What does all this have to do with the title of the editorial, “a bridge too far”? The whole problem was elegantly framed by Cornfield and Tukey (1956), in a formulation called the “Cornfield–Tukey bridge argument”, which I described in a previous editorial in a discussion of psychometric validity (Norman 2015). In brief, they imagine a river with an island in the middle, which has the special property that it can move. The goal is to generalize from the study findings—the near bank—to a general assertion—the far bank. The distance from the near bank to the island represents internal validity—generalizing to other identical situations, and from the island to the far bank is external validity. And the basic idea, which captures all of the examples above, is that as we exert more and more control over the study, to increase internal validity, we move the island closer to the near bank and sacrifice external validity.

Medical education does have some very nice features that help us avoid this trap. Medical students, our typical participants, will show their impatience if the have to learn irrelevant or fictitious categories. So to some degree, safeguards are built in. Still, every time I embark on another study using written case protocols, there is just a bit of me that looks over my shoulder to see the ghost of John Tukey staring down and wagging a finger. Fortunately, awareness of the issue has led to some research demonstrating nicely that in several domains, low fidelity (i.e. unrealistic) simulations with the critical elements correctly portrayed do result in transfer of learning (Durning et al. 2012; Norman et al. 2012). But we should be constantly vigilant about the constraints of empirical research and suspicious of grand claims.

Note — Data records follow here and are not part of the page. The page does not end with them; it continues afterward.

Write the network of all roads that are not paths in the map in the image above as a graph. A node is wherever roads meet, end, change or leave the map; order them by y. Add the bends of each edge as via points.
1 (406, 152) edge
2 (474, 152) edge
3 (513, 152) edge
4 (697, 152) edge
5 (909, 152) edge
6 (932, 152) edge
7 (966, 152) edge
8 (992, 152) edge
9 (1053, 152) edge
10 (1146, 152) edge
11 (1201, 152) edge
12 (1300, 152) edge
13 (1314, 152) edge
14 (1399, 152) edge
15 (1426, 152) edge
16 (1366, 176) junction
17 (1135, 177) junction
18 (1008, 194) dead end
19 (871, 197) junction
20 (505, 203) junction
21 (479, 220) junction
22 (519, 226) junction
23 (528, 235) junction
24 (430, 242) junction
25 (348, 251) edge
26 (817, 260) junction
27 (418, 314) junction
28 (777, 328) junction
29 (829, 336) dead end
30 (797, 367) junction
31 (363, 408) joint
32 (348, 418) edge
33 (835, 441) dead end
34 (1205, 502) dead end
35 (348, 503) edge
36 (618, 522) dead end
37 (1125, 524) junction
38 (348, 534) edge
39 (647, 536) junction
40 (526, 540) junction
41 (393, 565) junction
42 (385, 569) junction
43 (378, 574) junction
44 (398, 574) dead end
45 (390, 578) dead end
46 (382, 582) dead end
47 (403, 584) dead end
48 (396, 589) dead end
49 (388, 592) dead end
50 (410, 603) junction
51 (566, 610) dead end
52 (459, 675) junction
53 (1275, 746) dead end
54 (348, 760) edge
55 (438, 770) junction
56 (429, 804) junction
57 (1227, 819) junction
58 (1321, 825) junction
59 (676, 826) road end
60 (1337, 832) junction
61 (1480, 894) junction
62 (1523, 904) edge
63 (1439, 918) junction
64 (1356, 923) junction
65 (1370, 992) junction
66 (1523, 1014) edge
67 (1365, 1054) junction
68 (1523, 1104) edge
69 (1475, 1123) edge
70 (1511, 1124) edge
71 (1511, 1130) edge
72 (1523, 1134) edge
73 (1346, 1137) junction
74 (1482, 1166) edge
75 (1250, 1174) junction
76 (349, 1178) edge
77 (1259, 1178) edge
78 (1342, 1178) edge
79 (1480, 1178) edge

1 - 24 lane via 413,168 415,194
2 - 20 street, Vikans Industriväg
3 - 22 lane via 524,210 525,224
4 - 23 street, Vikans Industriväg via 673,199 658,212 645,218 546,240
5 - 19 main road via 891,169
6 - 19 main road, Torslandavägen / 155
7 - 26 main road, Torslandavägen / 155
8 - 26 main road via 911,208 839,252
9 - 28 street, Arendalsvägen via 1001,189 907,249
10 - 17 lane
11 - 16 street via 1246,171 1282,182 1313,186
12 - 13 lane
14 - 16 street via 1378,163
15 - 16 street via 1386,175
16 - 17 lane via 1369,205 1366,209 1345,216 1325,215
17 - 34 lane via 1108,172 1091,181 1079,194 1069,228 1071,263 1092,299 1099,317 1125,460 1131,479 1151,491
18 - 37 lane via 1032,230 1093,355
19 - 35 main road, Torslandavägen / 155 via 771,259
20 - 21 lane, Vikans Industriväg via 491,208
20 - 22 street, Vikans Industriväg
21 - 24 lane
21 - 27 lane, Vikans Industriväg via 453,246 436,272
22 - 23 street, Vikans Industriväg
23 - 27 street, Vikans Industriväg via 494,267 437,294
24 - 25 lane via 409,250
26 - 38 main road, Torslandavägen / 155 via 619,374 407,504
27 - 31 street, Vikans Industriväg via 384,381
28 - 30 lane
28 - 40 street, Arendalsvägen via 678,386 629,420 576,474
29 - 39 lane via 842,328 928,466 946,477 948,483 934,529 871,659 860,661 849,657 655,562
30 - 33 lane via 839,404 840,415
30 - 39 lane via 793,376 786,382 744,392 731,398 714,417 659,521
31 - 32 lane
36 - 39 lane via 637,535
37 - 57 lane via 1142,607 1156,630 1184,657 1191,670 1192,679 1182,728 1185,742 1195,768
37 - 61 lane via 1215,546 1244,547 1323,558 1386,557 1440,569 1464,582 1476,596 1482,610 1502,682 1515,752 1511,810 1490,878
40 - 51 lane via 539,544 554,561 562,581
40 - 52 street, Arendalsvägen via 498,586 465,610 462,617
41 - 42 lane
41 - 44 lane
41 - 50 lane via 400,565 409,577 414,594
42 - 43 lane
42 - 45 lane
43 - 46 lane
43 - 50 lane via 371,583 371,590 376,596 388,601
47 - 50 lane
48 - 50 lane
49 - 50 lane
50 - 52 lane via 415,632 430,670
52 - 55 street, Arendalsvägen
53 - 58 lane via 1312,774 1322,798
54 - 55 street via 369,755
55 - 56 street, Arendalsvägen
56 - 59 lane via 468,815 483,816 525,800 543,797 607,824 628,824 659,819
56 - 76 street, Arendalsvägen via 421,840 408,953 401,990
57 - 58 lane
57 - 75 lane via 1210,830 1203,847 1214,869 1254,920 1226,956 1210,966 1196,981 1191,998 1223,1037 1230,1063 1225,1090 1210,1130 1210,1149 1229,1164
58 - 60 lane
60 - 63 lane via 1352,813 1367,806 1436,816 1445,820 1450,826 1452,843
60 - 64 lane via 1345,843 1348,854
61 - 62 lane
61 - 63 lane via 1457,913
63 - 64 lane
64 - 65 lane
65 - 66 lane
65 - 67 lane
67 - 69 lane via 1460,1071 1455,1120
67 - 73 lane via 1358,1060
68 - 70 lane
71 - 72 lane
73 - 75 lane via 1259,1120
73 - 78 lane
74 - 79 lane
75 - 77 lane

One final point: I am not challenging the conduct of lab-based research. No one likes carefully controlled experiments better than I; take them away and 2/3 of my c–v vanishes. What I am challenging is the nature of the inferences made from the research. As Mook (1993) has described, a research study need not be authentic, real-world, or high fidelity to be valuable. The value rests, however, with the nature of the generalizations made from the findings. I fear that, in the examples I have described, the “take home” messages go far beyond the evidence. And it’s the take-home messages that are taken home.